▸ Exercise directions
Check every line of the material below for the string "pinky", and return the ones that have it.

╔══

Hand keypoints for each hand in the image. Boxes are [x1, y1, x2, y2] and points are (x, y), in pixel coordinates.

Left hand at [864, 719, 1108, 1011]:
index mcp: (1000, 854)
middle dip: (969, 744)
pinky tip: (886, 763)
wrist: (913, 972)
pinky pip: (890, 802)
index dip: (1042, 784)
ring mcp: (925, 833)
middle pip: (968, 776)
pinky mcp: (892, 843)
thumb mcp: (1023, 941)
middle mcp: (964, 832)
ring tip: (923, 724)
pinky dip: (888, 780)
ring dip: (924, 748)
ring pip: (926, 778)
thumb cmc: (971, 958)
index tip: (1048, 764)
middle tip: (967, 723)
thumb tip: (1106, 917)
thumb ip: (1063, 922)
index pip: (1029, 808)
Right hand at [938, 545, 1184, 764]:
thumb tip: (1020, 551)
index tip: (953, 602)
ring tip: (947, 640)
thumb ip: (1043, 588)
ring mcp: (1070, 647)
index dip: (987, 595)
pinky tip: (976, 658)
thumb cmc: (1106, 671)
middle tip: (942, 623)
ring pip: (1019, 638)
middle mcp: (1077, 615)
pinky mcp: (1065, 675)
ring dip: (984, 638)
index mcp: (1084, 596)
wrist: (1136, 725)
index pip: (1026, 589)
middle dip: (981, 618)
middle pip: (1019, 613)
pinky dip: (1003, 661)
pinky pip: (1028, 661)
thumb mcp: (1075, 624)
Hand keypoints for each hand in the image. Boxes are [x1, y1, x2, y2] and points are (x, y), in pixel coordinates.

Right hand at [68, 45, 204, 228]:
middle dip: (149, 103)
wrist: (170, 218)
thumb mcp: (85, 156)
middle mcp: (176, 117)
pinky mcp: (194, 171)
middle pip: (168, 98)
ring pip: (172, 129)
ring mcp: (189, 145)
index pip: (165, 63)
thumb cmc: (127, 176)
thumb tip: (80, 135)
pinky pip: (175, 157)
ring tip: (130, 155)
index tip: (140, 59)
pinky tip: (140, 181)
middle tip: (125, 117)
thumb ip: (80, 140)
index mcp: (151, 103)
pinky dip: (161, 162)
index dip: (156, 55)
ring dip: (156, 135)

╚══

▸ Solution for this problem
pinky tip: (886, 763)
pinky pip: (890, 802)
pinky mcp: (892, 843)
pinky dip: (888, 780)
pinky tip: (976, 658)
pinky mcp: (1065, 675)
pinky dip: (1003, 661)
pinky pip: (1028, 661)
pinky mcp: (194, 171)
pinky pip: (175, 157)
pinky tip: (140, 181)
pinky dip: (161, 162)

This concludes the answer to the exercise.